## WHAT YOU WILL DO
If a record holds a picture, drop the picture and return the rest of the record word for word.
*** Opening of DATA FOR THIS EXERCISE ***
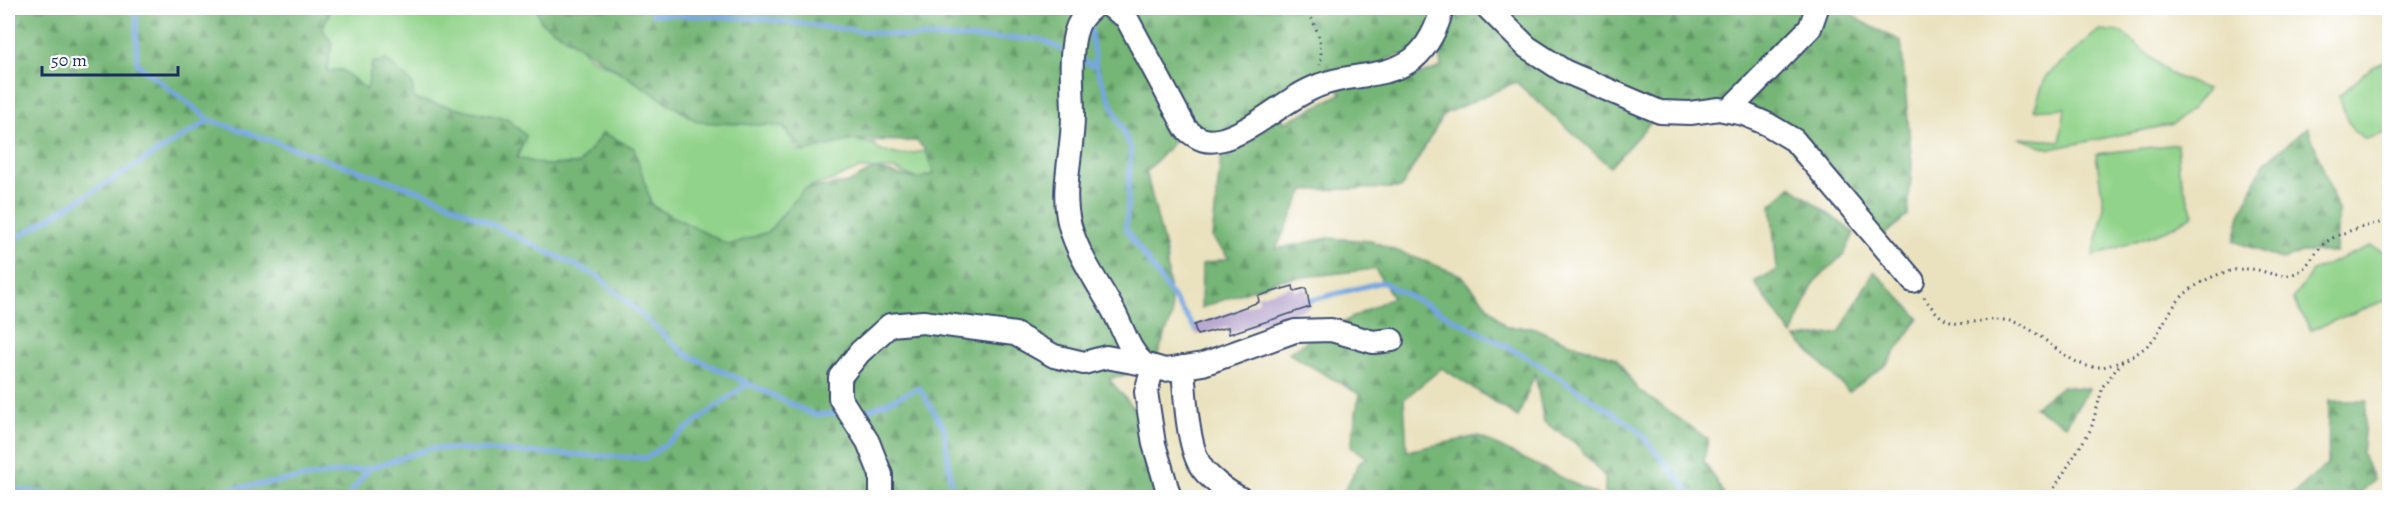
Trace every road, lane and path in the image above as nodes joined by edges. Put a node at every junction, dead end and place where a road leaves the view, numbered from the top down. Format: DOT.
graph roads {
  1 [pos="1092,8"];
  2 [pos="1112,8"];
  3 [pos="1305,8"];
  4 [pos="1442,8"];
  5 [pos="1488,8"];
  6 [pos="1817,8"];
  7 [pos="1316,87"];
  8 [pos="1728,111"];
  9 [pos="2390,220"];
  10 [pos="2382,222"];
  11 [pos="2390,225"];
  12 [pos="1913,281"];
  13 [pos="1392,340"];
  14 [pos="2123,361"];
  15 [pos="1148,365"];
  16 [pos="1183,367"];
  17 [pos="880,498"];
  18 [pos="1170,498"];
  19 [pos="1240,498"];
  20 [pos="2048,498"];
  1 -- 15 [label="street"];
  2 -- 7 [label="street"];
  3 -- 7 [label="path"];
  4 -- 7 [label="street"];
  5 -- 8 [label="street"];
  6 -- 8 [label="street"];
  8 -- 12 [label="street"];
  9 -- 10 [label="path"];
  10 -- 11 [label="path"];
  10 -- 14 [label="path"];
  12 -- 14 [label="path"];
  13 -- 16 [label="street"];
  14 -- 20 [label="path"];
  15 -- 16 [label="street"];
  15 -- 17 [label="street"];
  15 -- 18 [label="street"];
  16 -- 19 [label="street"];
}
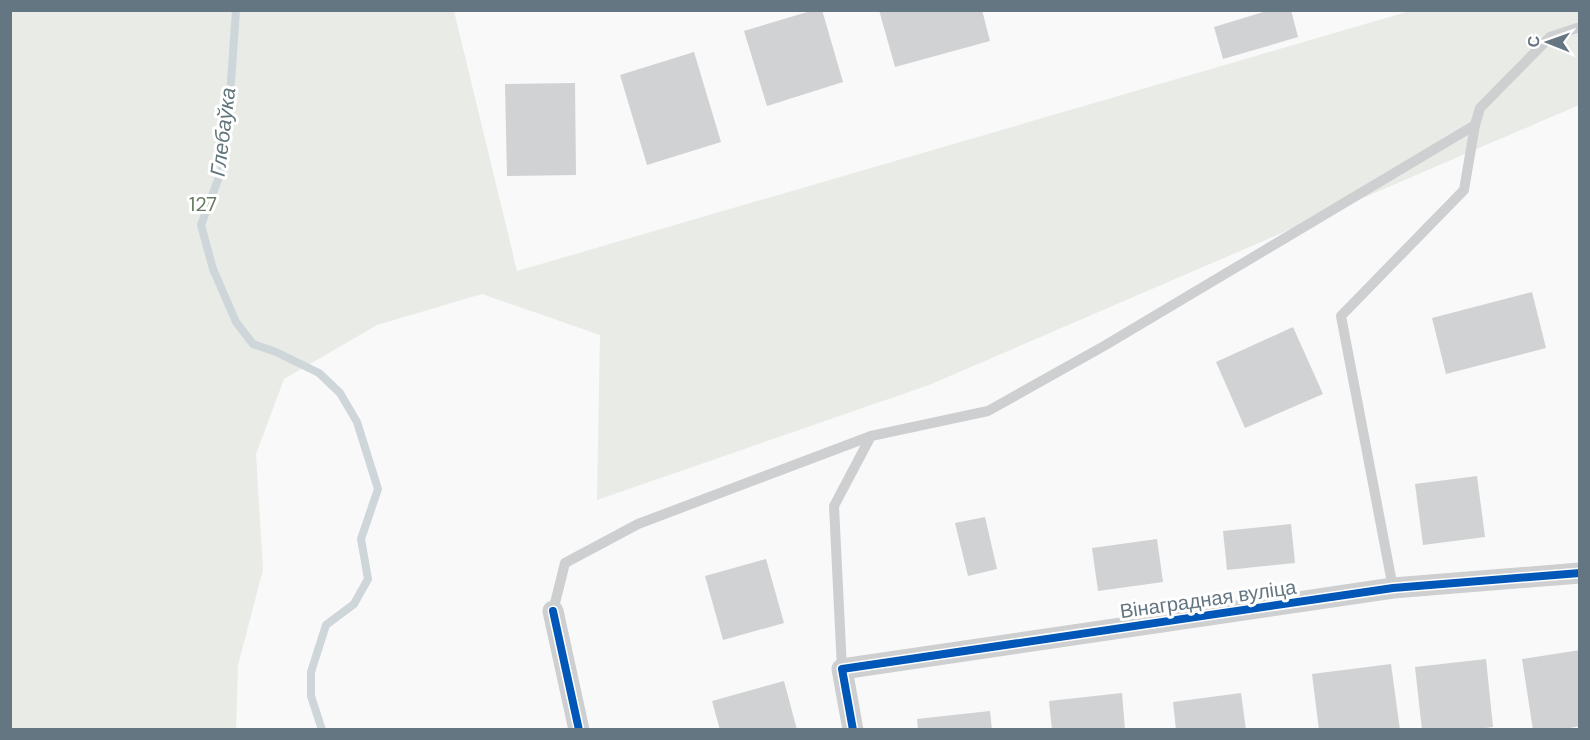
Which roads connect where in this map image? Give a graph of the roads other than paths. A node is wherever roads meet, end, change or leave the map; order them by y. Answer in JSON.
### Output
*** Close of DATA FOR THIS EXERCISE ***
## TASK OUTPUT
Trace every road, lane and path in the image above as nodes joined by edges. Put a node at every junction, dead end and place where a road leaves the view, numbered from the top down. Format: DOT.
graph roads {
  1 [pos="1092,8"];
  2 [pos="1112,8"];
  3 [pos="1305,8"];
  4 [pos="1442,8"];
  5 [pos="1488,8"];
  6 [pos="1817,8"];
  7 [pos="1316,87"];
  8 [pos="1728,111"];
  9 [pos="2390,220"];
  10 [pos="2382,222"];
  11 [pos="2390,225"];
  12 [pos="1913,281"];
  13 [pos="1392,340"];
  14 [pos="2123,361"];
  15 [pos="1148,365"];
  16 [pos="1183,367"];
  17 [pos="880,498"];
  18 [pos="1170,498"];
  19 [pos="1240,498"];
  20 [pos="2048,498"];
  1 -- 15 [label="street"];
  2 -- 7 [label="street"];
  3 -- 7 [label="path"];
  4 -- 7 [label="street"];
  5 -- 8 [label="street"];
  6 -- 8 [label="street"];
  8 -- 12 [label="street"];
  9 -- 10 [label="path"];
  10 -- 11 [label="path"];
  10 -- 14 [label="path"];
  12 -- 14 [label="path"];
  13 -- 16 [label="street"];
  14 -- 20 [label="path"];
  15 -- 16 [label="street"];
  15 -- 17 [label="street"];
  15 -- 18 [label="street"];
  16 -- 19 [label="street"];
}
Which roads connect where in this map image? Give a graph of the roads other than paths. A node is wherever roads meet, end, change or leave the map; order them by y. Answer in JSON.
### Output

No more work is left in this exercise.